Big Mary was the matriarch of the family; my father's mother. Angry grown men simmered down when Big Mary spoke.

She was not afraid of anyone -- not intrusive insurance men, not young men arguing, not sneaky little grandkids who took puffs on her pipe as she nodded in her rocking chair.

But she was God-fearing, loving, nurturing and always encouraged you to do your best.

She prided herself on doing things well. As a domestic worker, she would show us how to wash dishes correctly. Wash the forks prong by prong, she would say. (Lord, if she could see my kitchen now.)

She was a role model -- with little education but lots of wisdom.

I have tapped into her strength over the years as her oldest grandchild, a girl to help raise my sisters and brothers; the first person in my family to go to college; and a career woman living single.

Lives of black women

Following a recent survey by The Washington Post and the Kaiser Family Foundation, a spotlight is on the lives of black women -- who they are, their strengths and vulnerabilities.

While I never set out to remain single, my parents and grandmother always told us to get an education and learn how to do things for yourself because a man might not be there to help you.

Valinda Littlefield, the University of South Carolina's director of African American Studies, said many black women in their 40s, 50s and 60s were taught early to be strong, get an education, prepare for the future and not wait for a man to "complete you."

Littlefield grew up among strong women, especially her grandmother and great-grandmother, who instilled a need to get an education and lead a fulfilling life.

Littlefield has been married for 24 years. She said women were taught that it is good to have a spouse, but he is not necessary to have a good life.

She said black women are interested in romance, but "we are realists. We are competing with the number of men in jail, leaving a shallow pool." If romance and marriage do not happen, "your life is still worthwhile."

Education as protection

Historically, she said, black women were pushed to get an education so they could get away from domestic work and the possibility of being raped and sexually harassed. It was many parents' way of protecting their girls.

Conseula Francis, director of the College of Charleston's African-American studies program, said black women generally feel good about themselves and optimistic about their futures. She does.

However, there are a lot of pressures: "the pressure to perform, the pressure to live up to expectations, the pressure to lift others up. I think we grossly underestimate the damaging effects of that kind of pressure."

Littlefield encourages women to take time for themselves. Go to places like Duke Gardens in North Carolina, where she grew up, or a nearby park and spend time by yourself, read a book.

To alleviate stress, she said, spend time with like-minded women. Go away for a weekend or a week.

Both agree that religion is important to black women. Littlefield's husband told her she is happier when she comes home from church.

Church provides that "supportive armor. I get reaffirmed, that I am important. I can make a difference, and I am here for a purpose."

As for being an "angry black woman," well, "we have a lot to be angry about," Littlefield said. However, because of that image, "you have to put a spin on things, put another face on it. It's frustrating."
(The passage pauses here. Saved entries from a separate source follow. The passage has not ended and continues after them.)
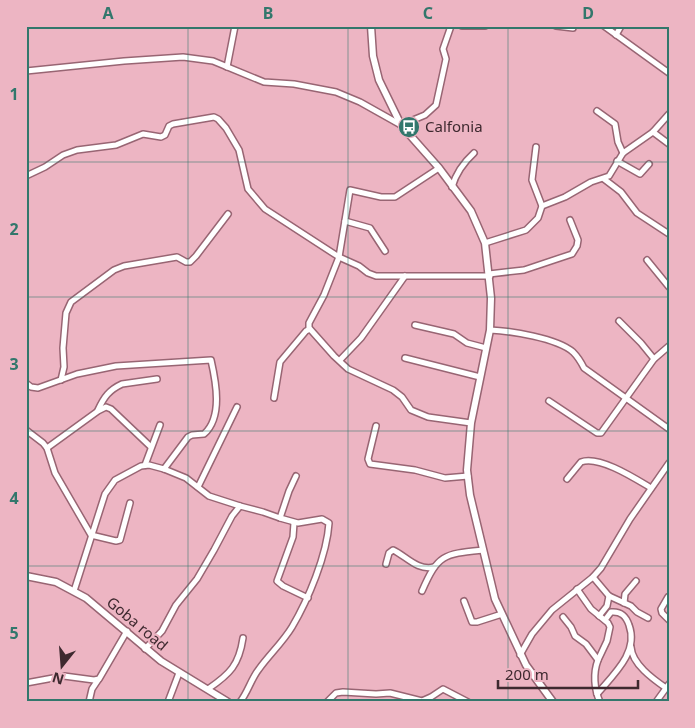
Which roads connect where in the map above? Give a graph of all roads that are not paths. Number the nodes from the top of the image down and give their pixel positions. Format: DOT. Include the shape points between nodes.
graph roads {
  1 [pos="235,26"];
  2 [pos="371,26"];
  3 [pos="451,26"];
  4 [pos="462,26"];
  5 [pos="485,26"];
  6 [pos="556,26"];
  7 [pos="604,26"];
  8 [pos="621,26"];
  9 [pos="573,28"];
  10 [pos="616,35"];
  11 [pos="227,67"];
  12 [pos="26,71"];
  13 [pos="669,73"];
  14 [pos="597,111"];
  15 [pos="669,114"];
  16 [pos="401,125"];
  17 [pos="653,132"];
  18 [pos="669,144"];
  19 [pos="536,147"];
  20 [pos="474,152"];
  21 [pos="623,153"];
  22 [pos="617,161"];
  23 [pos="649,164"];
  24 [pos="439,168"];
  25 [pos="26,176"];
  26 [pos="604,179"];
  27 [pos="452,187"];
  28 [pos="542,206"];
  29 [pos="228,214"];
  30 [pos="570,220"];
  31 [pos="345,221"];
  32 [pos="669,234"];
  33 [pos="485,243"];
  34 [pos="385,251"];
  35 [pos="339,257"];
  36 [pos="647,260"];
  37 [pos="490,275"];
  38 [pos="404,276"];
  39 [pos="669,287"];
  40 [pos="619,321"];
  41 [pos="415,325"];
  42 [pos="309,330"];
  43 [pos="490,330"];
  44 [pos="669,346"];
  45 [pos="486,348"];
  46 [pos="405,358"];
  47 [pos="654,359"];
  48 [pos="340,360"];
  49 [pos="480,377"];
  50 [pos="62,380"];
  51 [pos="157,380"];
  52 [pos="26,383"];
  53 [pos="274,398"];
  54 [pos="627,399"];
  55 [pos="550,401"];
  56 [pos="237,408"];
  57 [pos="98,411"];
  58 [pos="471,422"];
  59 [pos="160,425"];
  60 [pos="376,426"];
  61 [pos="669,429"];
  62 [pos="26,430"];
  63 [pos="151,446"];
  64 [pos="47,448"];
  65 [pos="669,463"];
  66 [pos="145,465"];
  67 [pos="164,469"];
  68 [pos="296,476"];
  69 [pos="468,476"];
  70 [pos="567,479"];
  71 [pos="198,487"];
  72 [pos="651,488"];
  73 [pos="130,503"];
  74 [pos="240,506"];
  75 [pos="280,518"];
  76 [pos="294,522"];
  77 [pos="91,535"];
  78 [pos="482,550"];
  79 [pos="386,564"];
  80 [pos="434,567"];
  81 [pos="26,576"];
  82 [pos="593,577"];
  83 [pos="636,582"];
  84 [pos="577,589"];
  85 [pos="74,591"];
  86 [pos="422,591"];
  87 [pos="608,596"];
  88 [pos="668,597"];
  89 [pos="308,598"];
  90 [pos="464,601"];
  91 [pos="624,603"];
  92 [pos="502,614"];
  93 [pos="599,616"];
  94 [pos="563,617"];
  95 [pos="648,618"];
  96 [pos="605,620"];
  97 [pos="669,620"];
  98 [pos="127,631"];
  99 [pos="242,638"];
  100 [pos="631,647"];
  101 [pos="145,649"];
  102 [pos="520,655"];
  103 [pos="598,660"];
  104 [pos="179,673"];
  105 [pos="99,679"];
  106 [pos="26,683"];
  107 [pos="667,686"];
  108 [pos="208,689"];
  109 [pos="597,694"];
  110 [pos="416,701"];
  111 [pos="89,702"];
  112 [pos="168,702"];
  113 [pos="228,702"];
  114 [pos="240,702"];
  115 [pos="327,702"];
  116 [pos="468,702"];
  117 [pos="553,702"];
  118 [pos="600,702"];
  119 [pos="656,702"];
  1 -- 11 [label="street"];
  2 -- 16 [label="street" via="372,56 379,80"];
  3 -- 16 [label="street" via="443,49 446,59 436,105 425,115"];
  4 -- 5 [label="street"];
  6 -- 9 [label="street"];
  7 -- 10 [label="street"];
  8 -- 10 [label="street"];
  10 -- 13 [label="street"];
  11 -- 12 [label="street" via="213,61 183,57"];
  11 -- 16 [label="street" via="264,82 336,92"];
  14 -- 21 [label="street" via="615,124"];
  15 -- 17 [label="street"];
  16 -- 24 [label="street"];
  17 -- 18 [label="street"];
  17 -- 21 [label="street"];
  19 -- 28 [label="street" via="532,180"];
  20 -- 27 [label="street" via="460,169"];
  21 -- 22 [label="street"];
  22 -- 23 [label="street" via="640,174"];
  22 -- 26 [label="street"];
  24 -- 27 [label="street"];
  24 -- 31 [label="street" via="395,197 350,190"];
  25 -- 35 [label="street" via="63,154 116,145 143,134 162,137 173,124 214,116 226,128 239,150 246,183 254,197 276,216"];
  26 -- 28 [label="street"];
  26 -- 32 [label="street" via="621,192 637,213"];
  27 -- 33 [label="street" via="472,211"];
  28 -- 33 [label="street" via="538,218 526,230"];
  29 -- 50 [label="street" via="190,262 177,257 124,266 71,302 66,313"];
  30 -- 37 [label="street" via="578,240 572,254 524,270"];
  31 -- 34 [label="street" via="370,228"];
  31 -- 35 [label="street"];
  33 -- 37 [label="street"];
  35 -- 38 [label="street" via="372,275"];
  35 -- 42 [label="street" via="309,323"];
  36 -- 39 [label="street"];
  37 -- 38 [label="street"];
  37 -- 43 [label="street"];
  38 -- 48 [label="street" via="361,338"];
  40 -- 47 [label="street"];
  41 -- 45 [label="street" via="454,334 467,343"];
  42 -- 48 [label="street"];
  42 -- 53 [label="street" via="280,362"];
  43 -- 45 [label="street"];
  43 -- 54 [label="street" via="529,335 567,348 584,368"];
  44 -- 47 [label="street"];
  45 -- 49 [label="street"];
  46 -- 49 [label="street"];
  47 -- 54 [label="street"];
  48 -- 58 [label="street" via="353,372 398,394 416,414"];
  49 -- 58 [label="street"];
  50 -- 52 [label="street" via="38,388"];
  50 -- 67 [label="street" via="116,366 211,360 216,406 213,422 204,434 188,438"];
  51 -- 57 [label="street" via="122,384 108,393"];
  54 -- 55 [label="street" via="599,434"];
  54 -- 61 [label="street"];
  56 -- 71 [label="street"];
  57 -- 63 [label="street" via="104,407 111,409"];
  57 -- 64 [label="street"];
  58 -- 69 [label="street"];
  59 -- 63 [label="street"];
  60 -- 69 [label="street" via="368,459 370,464 445,478"];
  62 -- 64 [label="street"];
  63 -- 66 [label="street"];
  64 -- 77 [label="street" via="55,473"];
  65 -- 72 [label="street"];
  66 -- 67 [label="street"];
  66 -- 77 [label="street" via="115,480"];
  67 -- 71 [label="street"];
  68 -- 75 [label="street"];
  69 -- 78 [label="street"];
  70 -- 72 [label="street" via="581,462 591,461 618,468"];
  71 -- 74 [label="street" via="209,496"];
  72 -- 82 [label="street"];
  73 -- 77 [label="street" via="120,540"];
  74 -- 75 [label="street"];
  74 -- 101 [label="street" via="197,579"];
  75 -- 76 [label="street"];
  76 -- 89 [label="street" via="293,536 277,580"];
  76 -- 89 [label="street" via="322,519 329,523"];
  77 -- 85 [label="street"];
  78 -- 80 [label="street" via="450,554"];
  78 -- 92 [label="street"];
  79 -- 80 [label="street" via="393,550 420,566"];
  80 -- 86 [label="street"];
  81 -- 85 [label="street, Goba road" via="56,582"];
  82 -- 84 [label="street"];
  82 -- 87 [label="street"];
  83 -- 91 [label="street" via="625,594"];
  84 -- 93 [label="street"];
  84 -- 102 [label="street" via="552,610"];
  85 -- 98 [label="street, Goba road"];
  87 -- 91 [label="street"];
  87 -- 93 [label="street" via="607,606"];
  88 -- 97 [label="street" via="661,609"];
  89 -- 114 [label="street"];
  90 -- 92 [label="street" via="472,622"];
  91 -- 95 [label="street"];
  92 -- 102 [label="street"];
  93 -- 96 [label="street"];
  94 -- 103 [label="street" via="575,636"];
  96 -- 100 [label="street" via="611,612 623,614 632,634"];
  96 -- 103 [label="street" via="610,633"];
  98 -- 101 [label="street, Goba road"];
  98 -- 105 [label="street"];
  99 -- 108 [label="street" via="235,665"];
  100 -- 107 [label="street" via="637,661 654,680"];
  100 -- 109 [label="street"];
  101 -- 104 [label="street, Goba road"];
  102 -- 117 [label="street"];
  103 -- 109 [label="street" via="594,677"];
  104 -- 108 [label="street, Goba road"];
  104 -- 112 [label="street"];
  105 -- 106 [label="street" via="64,676"];
  105 -- 111 [label="street"];
  107 -- 119 [label="street"];
  108 -- 113 [label="street, Goba road"];
  109 -- 118 [label="street"];
  110 -- 115 [label="street" via="390,693 343,692 336,693"];
  110 -- 116 [label="street" via="443,689"];
}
She said if you say too much, you are dismissed as an "angry black woman."

Bernard E. Powers Jr., C of C history professor, said women noted in the survey that it is a good time to be black, yet they are still dealing with racial stereotypes.

If Michelle Obama, as first lady, is stereotyped as an "angry black woman" because she is strong and independent, then certainly the average woman deals with it.
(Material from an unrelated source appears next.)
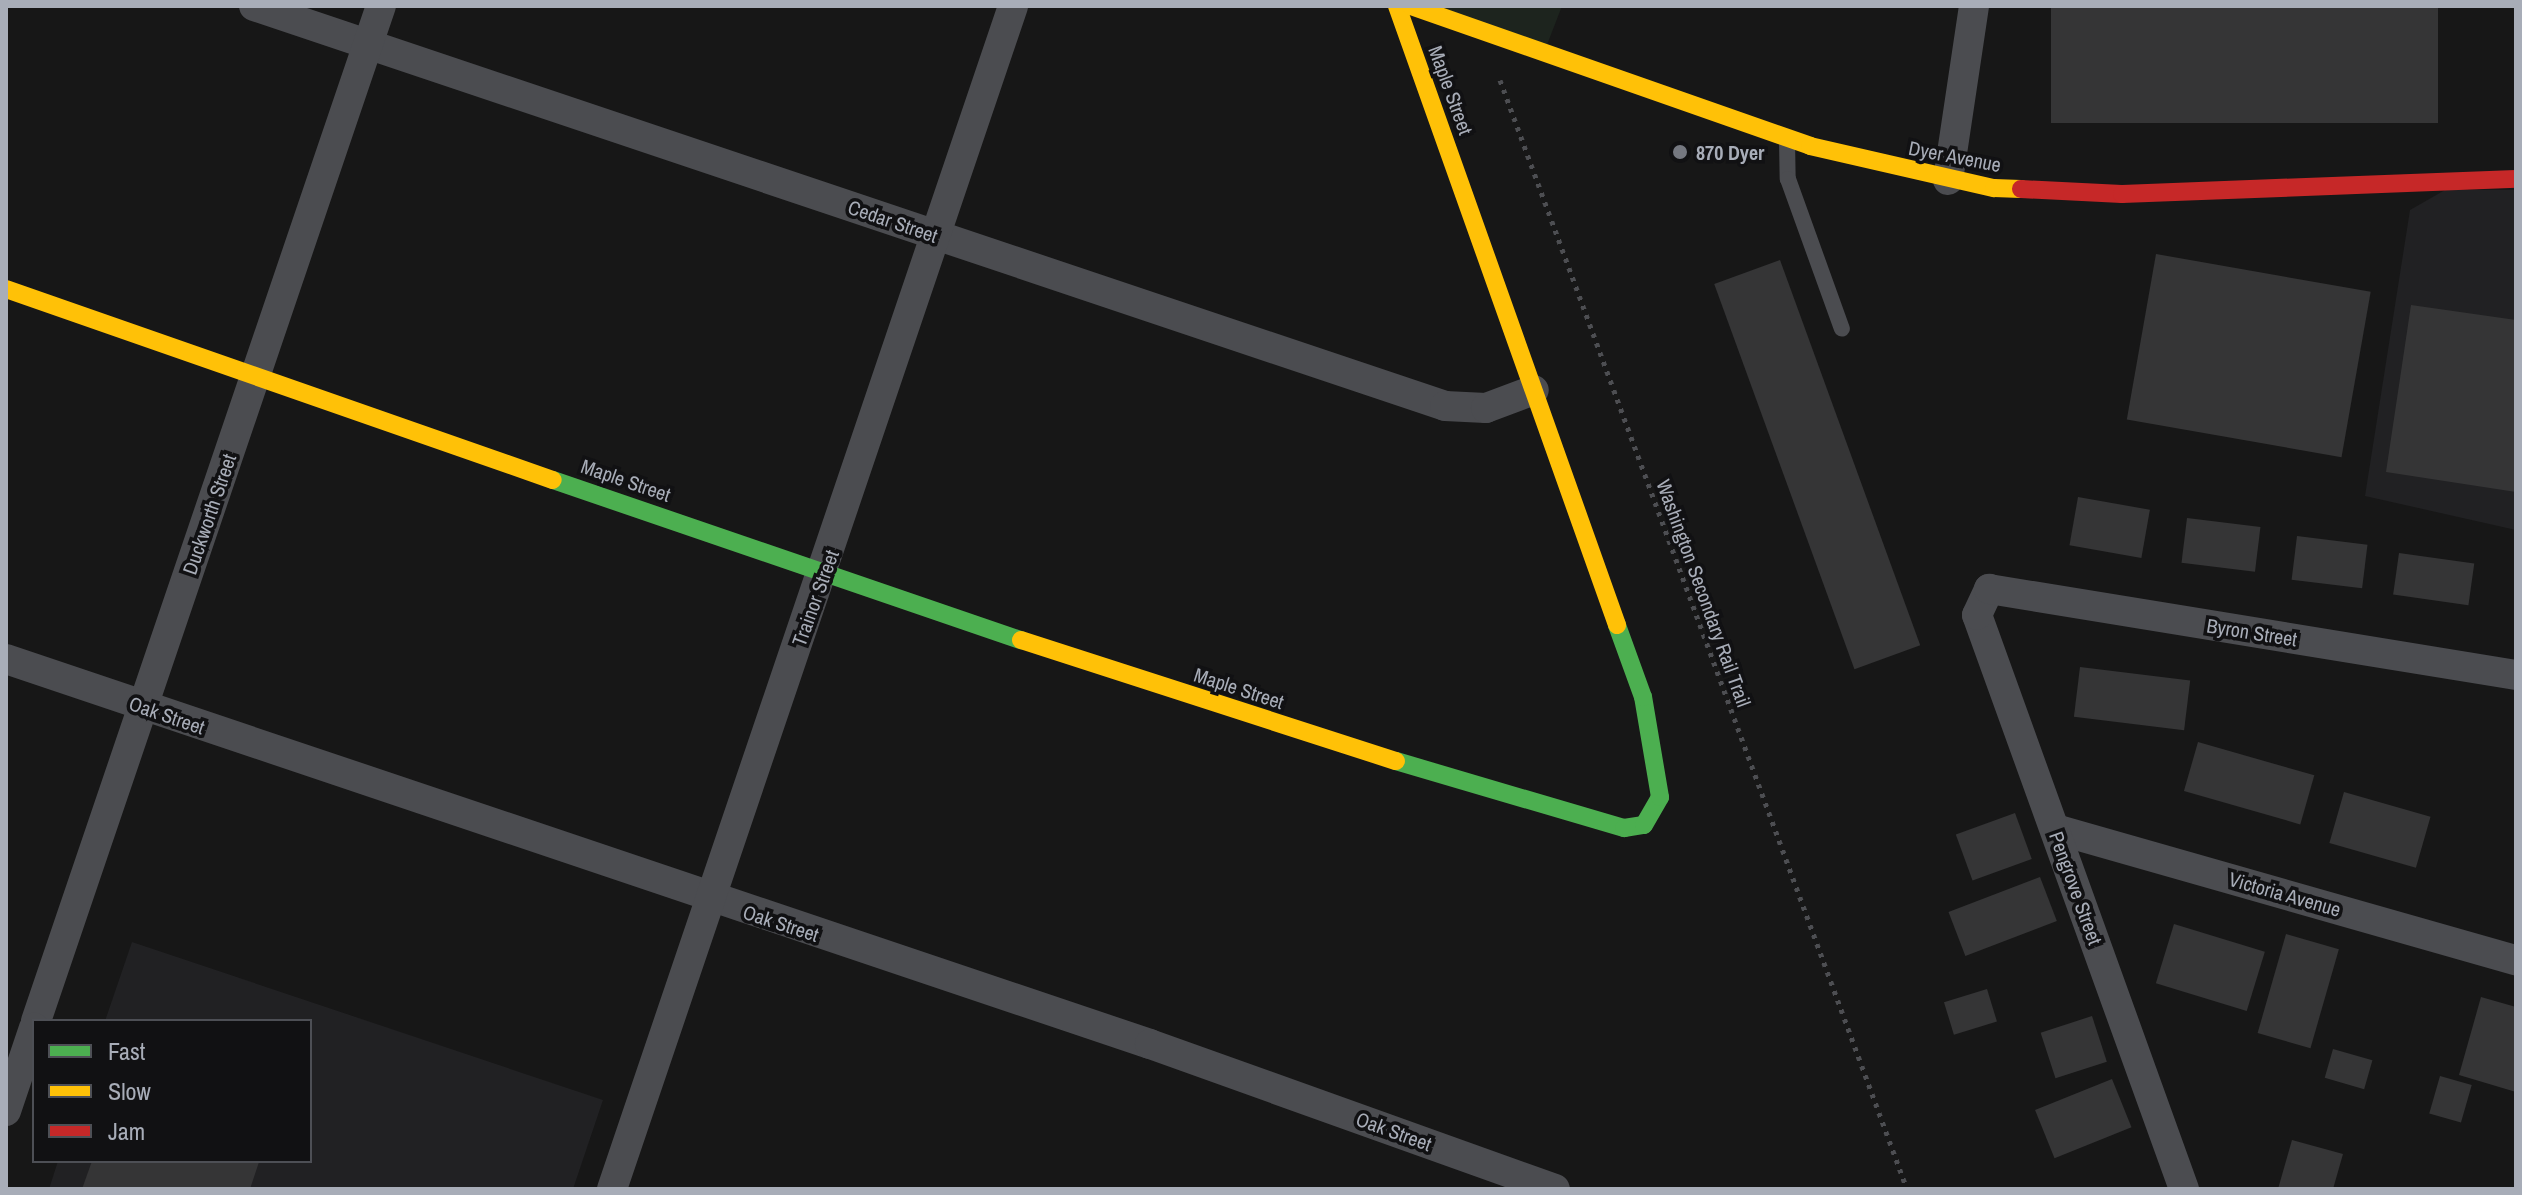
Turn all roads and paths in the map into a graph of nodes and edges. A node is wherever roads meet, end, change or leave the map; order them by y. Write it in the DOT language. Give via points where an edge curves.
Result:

(Everyone remembers S.C. GOP activist Rusty DePass' Facebook comment likening the first lady to a gorilla.)

Culturally and historically, women are the churchgoers who set the standards and values for the home, the children, the men and the black race as a whole. And men aspire to protect them, Powers said.
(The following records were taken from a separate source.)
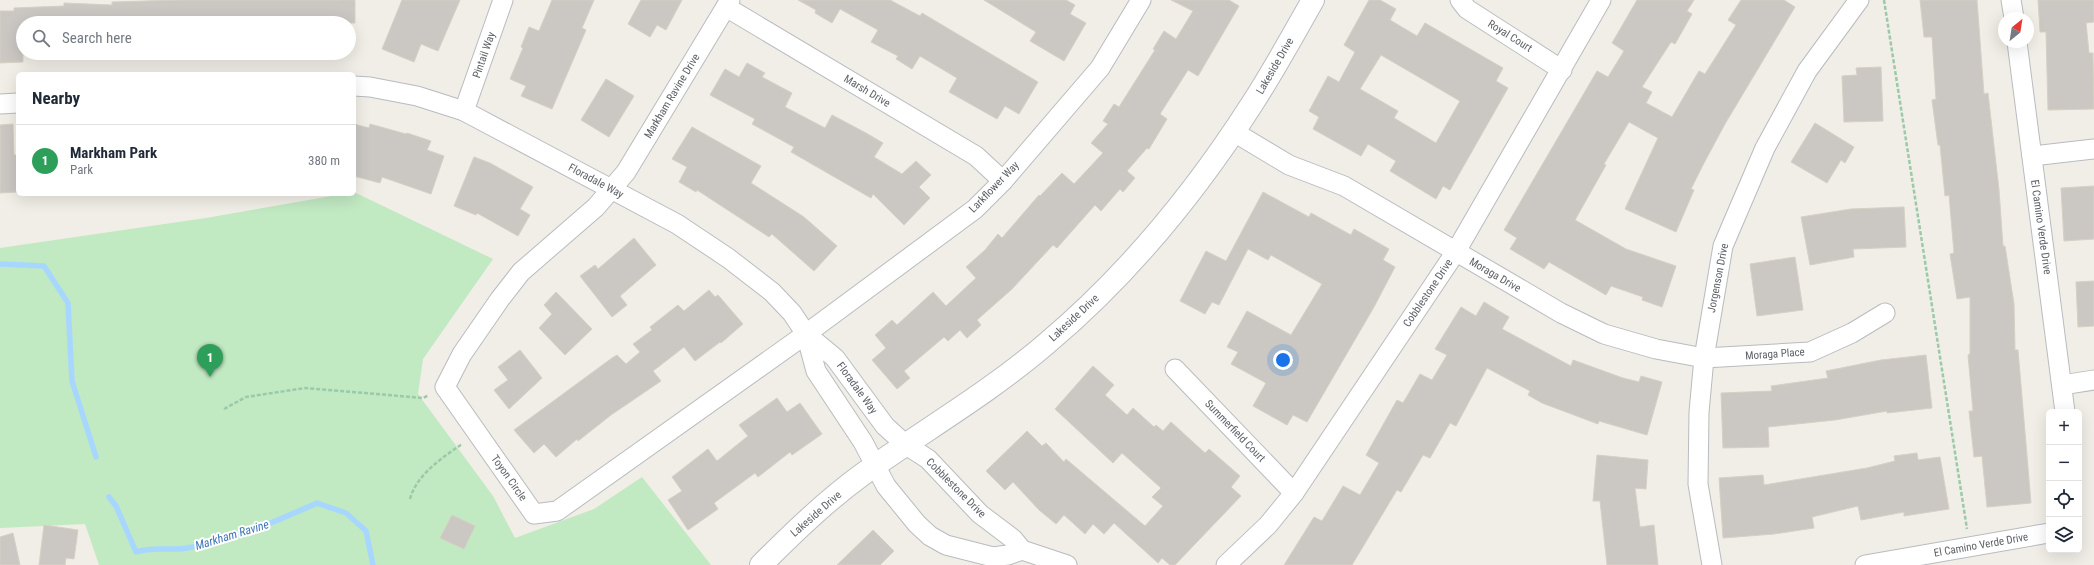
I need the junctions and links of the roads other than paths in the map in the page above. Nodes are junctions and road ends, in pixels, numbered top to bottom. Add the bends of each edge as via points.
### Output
1 (503, 0) edge
2 (1313, 0) edge
3 (1460, 0) edge
4 (1601, 0) edge
5 (1859, 0) edge
6 (2012, 0) edge
7 (1139, 1) edge
8 (728, 3) edge
9 (2013, 12) edge
10 (2018, 48) edge
11 (1562, 70) junction
12 (356, 86) edge
13 (16, 103) edge
14 (0, 104) edge
15 (464, 111) junction
16 (1234, 132) junction
17 (2094, 149) edge
18 (2032, 156) junction
19 (1003, 181) junction
20 (611, 190) junction
21 (1456, 253) junction
22 (1885, 313) dead end
23 (806, 334) junction
24 (1704, 358) junction
25 (1175, 369) dead end
26 (2094, 380) edge
27 (2062, 385) junction
28 (2065, 409) edge
29 (906, 445) junction
30 (877, 465) junction
31 (1294, 493) junction
32 (2046, 534) edge
33 (1022, 550) junction
34 (760, 565) edge
35 (1067, 565) edge
36 (1226, 565) edge
37 (1712, 565) edge
38 (1865, 565) edge

1 - 15 street, Pintail Way
2 - 16 street, Lakeside Drive
3 - 11 street, Royal Court via 1467,9
4 - 11 street, Cobblestone Drive
5 - 24 street, Jorgenson Drive via 1807,71 1765,148 1723,246
6 - 9 street
7 - 19 street, Larkflower Way via 1100,68
8 - 19 street, Marsh Drive via 976,156
8 - 20 street, Markham Ravine Drive via 626,172
10 - 18 street, El Camino Verde Drive
11 - 21 street, Cobblestone Drive
12 - 15 street, Floradale Way via 417,96
13 - 14 street
15 - 20 street, Floradale Way
16 - 21 street, Moraga Drive via 1289,164 1344,186
16 - 29 street, Lakeside Drive via 1174,212 1128,267 1091,304 1015,369
17 - 18 street
18 - 27 street, El Camino Verde Drive
19 - 23 street, Larkflower Way via 975,209
20 - 23 street, Floradale Way via 677,224 728,258 772,292 792,313
20 - 23 street, Toyon Circle via 596,207 521,272 462,354 445,387 534,514 557,511
21 - 24 street, Moraga Drive via 1560,313 1604,334 1656,349
21 - 31 street, Cobblestone Drive
22 - 24 street, Moraga Place via 1852,333 1810,352
23 - 29 street, Floradale Way via 836,358 885,426
23 - 30 street, Floradale Way via 816,371
24 - 37 street, Jorgenson Drive via 1699,412 1698,484
25 - 31 street, Summerfield Court
26 - 27 street
27 - 28 street, El Camino Verde Drive
29 - 30 street, Lakeside Drive
29 - 33 street, Cobblestone Drive via 928,459 980,514 1013,539
30 - 33 street via 886,486 930,536 946,545 993,557
30 - 34 street, Lakeside Drive via 862,474 816,513
31 - 36 street, Cobblestone Drive via 1268,525
32 - 38 street, El Camino Verde Drive
33 - 35 street, Cobblestone Drive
"If you denigrate women, you have tarred and feathered the whole race. If you say that women are damaged goods, then you have said that the men are no good."

Racism "is still alive and well," Littlefield said.

She points to the January confrontation between the president and Arizona Gov. Jan Brewer. She would never have pointed her finger at George W. Bush or Bill Clinton or any other president.

Culturally, you never point your finger in someone's face.

"It's a hot-button issue. It says you are treating someone like a child, that you think they are inferior."

Littlefield said she and her girlfriends joke that Brewer "had better be glad it was not Michelle."

Patricia Williams Lessane, executive director of C of C's Avery Research Center, said she identifies with several aspects of the Post/Kaiser survey, "especially feeling like you have to work hard to beat the stereotypes about black women; feeling like no matter how hard you work and how good you are at your job, that it is never taken as seriously as the work of your white counterparts, especially if your work revolves around African-American culture."

Lessane said black women also worry about not being able to pay for their children's college education and stress about work and home -- and juggling the two.